* MATERIAL SHOWN
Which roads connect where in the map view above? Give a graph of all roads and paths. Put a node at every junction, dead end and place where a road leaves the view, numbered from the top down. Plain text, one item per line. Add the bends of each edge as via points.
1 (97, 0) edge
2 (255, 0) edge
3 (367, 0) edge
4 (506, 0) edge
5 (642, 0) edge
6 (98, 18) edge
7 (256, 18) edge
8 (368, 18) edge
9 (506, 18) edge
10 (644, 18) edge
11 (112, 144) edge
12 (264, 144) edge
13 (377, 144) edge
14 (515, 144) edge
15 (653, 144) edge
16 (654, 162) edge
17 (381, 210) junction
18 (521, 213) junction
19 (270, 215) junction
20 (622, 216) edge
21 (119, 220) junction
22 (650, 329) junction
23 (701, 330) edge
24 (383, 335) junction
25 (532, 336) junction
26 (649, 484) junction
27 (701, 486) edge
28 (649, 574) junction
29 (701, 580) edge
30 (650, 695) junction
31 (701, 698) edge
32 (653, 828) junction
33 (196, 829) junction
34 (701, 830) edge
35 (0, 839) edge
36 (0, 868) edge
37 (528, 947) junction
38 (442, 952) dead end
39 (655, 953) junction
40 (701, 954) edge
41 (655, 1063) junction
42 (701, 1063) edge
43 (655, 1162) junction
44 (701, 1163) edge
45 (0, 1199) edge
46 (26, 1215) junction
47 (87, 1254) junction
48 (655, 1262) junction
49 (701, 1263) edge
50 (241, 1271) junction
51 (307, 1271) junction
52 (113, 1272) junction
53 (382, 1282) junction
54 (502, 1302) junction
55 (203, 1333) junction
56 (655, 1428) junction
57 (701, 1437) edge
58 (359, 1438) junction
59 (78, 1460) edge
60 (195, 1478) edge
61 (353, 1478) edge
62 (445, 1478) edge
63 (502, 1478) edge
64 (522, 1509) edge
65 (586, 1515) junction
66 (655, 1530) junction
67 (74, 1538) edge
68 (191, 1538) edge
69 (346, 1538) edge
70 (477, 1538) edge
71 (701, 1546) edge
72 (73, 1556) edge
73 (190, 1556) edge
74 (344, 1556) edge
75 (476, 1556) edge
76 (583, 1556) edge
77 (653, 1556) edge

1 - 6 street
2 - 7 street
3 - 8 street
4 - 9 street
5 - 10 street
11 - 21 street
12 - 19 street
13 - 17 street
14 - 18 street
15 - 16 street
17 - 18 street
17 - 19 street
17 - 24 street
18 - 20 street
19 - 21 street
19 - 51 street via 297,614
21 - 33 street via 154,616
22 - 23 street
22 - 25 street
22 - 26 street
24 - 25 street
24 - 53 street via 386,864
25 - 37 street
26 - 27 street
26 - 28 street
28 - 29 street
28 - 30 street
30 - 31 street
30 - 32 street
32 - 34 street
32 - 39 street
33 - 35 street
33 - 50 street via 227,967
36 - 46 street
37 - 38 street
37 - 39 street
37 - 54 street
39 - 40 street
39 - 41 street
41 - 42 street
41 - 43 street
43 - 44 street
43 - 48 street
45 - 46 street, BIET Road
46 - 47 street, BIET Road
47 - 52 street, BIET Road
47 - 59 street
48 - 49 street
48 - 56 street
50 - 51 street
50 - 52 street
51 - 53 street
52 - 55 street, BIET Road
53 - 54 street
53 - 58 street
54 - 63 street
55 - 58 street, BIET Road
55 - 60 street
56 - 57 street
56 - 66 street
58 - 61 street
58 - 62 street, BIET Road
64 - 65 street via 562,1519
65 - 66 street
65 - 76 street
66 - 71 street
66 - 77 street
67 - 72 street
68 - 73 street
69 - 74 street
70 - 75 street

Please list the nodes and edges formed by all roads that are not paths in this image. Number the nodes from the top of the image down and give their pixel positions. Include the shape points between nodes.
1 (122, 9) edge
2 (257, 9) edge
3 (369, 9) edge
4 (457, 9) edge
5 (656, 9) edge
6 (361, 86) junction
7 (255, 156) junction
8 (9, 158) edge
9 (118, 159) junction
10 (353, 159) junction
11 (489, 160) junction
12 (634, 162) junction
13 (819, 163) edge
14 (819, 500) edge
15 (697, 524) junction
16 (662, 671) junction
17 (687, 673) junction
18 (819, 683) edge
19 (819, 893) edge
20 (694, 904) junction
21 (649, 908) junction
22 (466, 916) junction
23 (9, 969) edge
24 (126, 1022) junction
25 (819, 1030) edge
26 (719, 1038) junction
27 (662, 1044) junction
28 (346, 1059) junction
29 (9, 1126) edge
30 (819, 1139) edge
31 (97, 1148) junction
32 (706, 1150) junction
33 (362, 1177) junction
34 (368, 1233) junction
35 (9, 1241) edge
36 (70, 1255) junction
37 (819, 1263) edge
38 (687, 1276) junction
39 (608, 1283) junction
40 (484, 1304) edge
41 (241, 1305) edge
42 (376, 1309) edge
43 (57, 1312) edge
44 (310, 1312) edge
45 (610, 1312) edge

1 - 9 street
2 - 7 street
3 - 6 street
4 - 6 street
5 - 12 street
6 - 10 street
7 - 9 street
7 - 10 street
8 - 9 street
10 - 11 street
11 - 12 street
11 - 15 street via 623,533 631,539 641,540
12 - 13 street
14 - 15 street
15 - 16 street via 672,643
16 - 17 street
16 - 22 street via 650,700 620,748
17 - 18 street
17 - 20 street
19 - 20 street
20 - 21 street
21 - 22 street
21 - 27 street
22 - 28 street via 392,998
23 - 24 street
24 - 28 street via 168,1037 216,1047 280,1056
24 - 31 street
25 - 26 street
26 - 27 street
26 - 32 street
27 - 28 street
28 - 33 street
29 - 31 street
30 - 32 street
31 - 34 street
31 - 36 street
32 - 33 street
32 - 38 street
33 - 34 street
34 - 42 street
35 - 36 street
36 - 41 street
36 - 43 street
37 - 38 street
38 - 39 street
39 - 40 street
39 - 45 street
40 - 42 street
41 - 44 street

* WHAT TO DO
Transcribe the listing above in full, word for word.

* YOUR RESPONSE
Which roads connect where in the map view above? Give a graph of all roads and paths. Put a node at every junction, dead end and place where a road leaves the view, numbered from the top down. Plain text, one item per line. Add the bends of each edge as via points.
1 (97, 0) edge
2 (255, 0) edge
3 (367, 0) edge
4 (506, 0) edge
5 (642, 0) edge
6 (98, 18) edge
7 (256, 18) edge
8 (368, 18) edge
9 (506, 18) edge
10 (644, 18) edge
11 (112, 144) edge
12 (264, 144) edge
13 (377, 144) edge
14 (515, 144) edge
15 (653, 144) edge
16 (654, 162) edge
17 (381, 210) junction
18 (521, 213) junction
19 (270, 215) junction
20 (622, 216) edge
21 (119, 220) junction
22 (650, 329) junction
23 (701, 330) edge
24 (383, 335) junction
25 (532, 336) junction
26 (649, 484) junction
27 (701, 486) edge
28 (649, 574) junction
29 (701, 580) edge
30 (650, 695) junction
31 (701, 698) edge
32 (653, 828) junction
33 (196, 829) junction
34 (701, 830) edge
35 (0, 839) edge
36 (0, 868) edge
37 (528, 947) junction
38 (442, 952) dead end
39 (655, 953) junction
40 (701, 954) edge
41 (655, 1063) junction
42 (701, 1063) edge
43 (655, 1162) junction
44 (701, 1163) edge
45 (0, 1199) edge
46 (26, 1215) junction
47 (87, 1254) junction
48 (655, 1262) junction
49 (701, 1263) edge
50 (241, 1271) junction
51 (307, 1271) junction
52 (113, 1272) junction
53 (382, 1282) junction
54 (502, 1302) junction
55 (203, 1333) junction
56 (655, 1428) junction
57 (701, 1437) edge
58 (359, 1438) junction
59 (78, 1460) edge
60 (195, 1478) edge
61 (353, 1478) edge
62 (445, 1478) edge
63 (502, 1478) edge
64 (522, 1509) edge
65 (586, 1515) junction
66 (655, 1530) junction
67 (74, 1538) edge
68 (191, 1538) edge
69 (346, 1538) edge
70 (477, 1538) edge
71 (701, 1546) edge
72 (73, 1556) edge
73 (190, 1556) edge
74 (344, 1556) edge
75 (476, 1556) edge
76 (583, 1556) edge
77 (653, 1556) edge

1 - 6 street
2 - 7 street
3 - 8 street
4 - 9 street
5 - 10 street
11 - 21 street
12 - 19 street
13 - 17 street
14 - 18 street
15 - 16 street
17 - 18 street
17 - 19 street
17 - 24 street
18 - 20 street
19 - 21 street
19 - 51 street via 297,614
21 - 33 street via 154,616
22 - 23 street
22 - 25 street
22 - 26 street
24 - 25 street
24 - 53 street via 386,864
25 - 37 street
26 - 27 street
26 - 28 street
28 - 29 street
28 - 30 street
30 - 31 street
30 - 32 street
32 - 34 street
32 - 39 street
33 - 35 street
33 - 50 street via 227,967
36 - 46 street
37 - 38 street
37 - 39 street
37 - 54 street
39 - 40 street
39 - 41 street
41 - 42 street
41 - 43 street
43 - 44 street
43 - 48 street
45 - 46 street, BIET Road
46 - 47 street, BIET Road
47 - 52 street, BIET Road
47 - 59 street
48 - 49 street
48 - 56 street
50 - 51 street
50 - 52 street
51 - 53 street
52 - 55 street, BIET Road
53 - 54 street
53 - 58 street
54 - 63 street
55 - 58 street, BIET Road
55 - 60 street
56 - 57 street
56 - 66 street
58 - 61 street
58 - 62 street, BIET Road
64 - 65 street via 562,1519
65 - 66 street
65 - 76 street
66 - 71 street
66 - 77 street
67 - 72 street
68 - 73 street
69 - 74 street
70 - 75 street

Please list the nodes and edges formed by all roads that are not paths in this image. Number the nodes from the top of the image down and give their pixel positions. Include the shape points between nodes.
1 (122, 9) edge
2 (257, 9) edge
3 (369, 9) edge
4 (457, 9) edge
5 (656, 9) edge
6 (361, 86) junction
7 (255, 156) junction
8 (9, 158) edge
9 (118, 159) junction
10 (353, 159) junction
11 (489, 160) junction
12 (634, 162) junction
13 (819, 163) edge
14 (819, 500) edge
15 (697, 524) junction
16 (662, 671) junction
17 (687, 673) junction
18 (819, 683) edge
19 (819, 893) edge
20 (694, 904) junction
21 (649, 908) junction
22 (466, 916) junction
23 (9, 969) edge
24 (126, 1022) junction
25 (819, 1030) edge
26 (719, 1038) junction
27 (662, 1044) junction
28 (346, 1059) junction
29 (9, 1126) edge
30 (819, 1139) edge
31 (97, 1148) junction
32 (706, 1150) junction
33 (362, 1177) junction
34 (368, 1233) junction
35 (9, 1241) edge
36 (70, 1255) junction
37 (819, 1263) edge
38 (687, 1276) junction
39 (608, 1283) junction
40 (484, 1304) edge
41 (241, 1305) edge
42 (376, 1309) edge
43 (57, 1312) edge
44 (310, 1312) edge
45 (610, 1312) edge

1 - 9 street
2 - 7 street
3 - 6 street
4 - 6 street
5 - 12 street
6 - 10 street
7 - 9 street
7 - 10 street
8 - 9 street
10 - 11 street
11 - 12 street
11 - 15 street via 623,533 631,539 641,540
12 - 13 street
14 - 15 street
15 - 16 street via 672,643
16 - 17 street
16 - 22 street via 650,700 620,748
17 - 18 street
17 - 20 street
19 - 20 street
20 - 21 street
21 - 22 street
21 - 27 street
22 - 28 street via 392,998
23 - 24 street
24 - 28 street via 168,1037 216,1047 280,1056
24 - 31 street
25 - 26 street
26 - 27 street
26 - 32 street
27 - 28 street
28 - 33 street
29 - 31 street
30 - 32 street
31 - 34 street
31 - 36 street
32 - 33 street
32 - 38 street
33 - 34 street
34 - 42 street
35 - 36 street
36 - 41 street
36 - 43 street
37 - 38 street
38 - 39 street
39 - 40 street
39 - 45 street
40 - 42 street
41 - 44 street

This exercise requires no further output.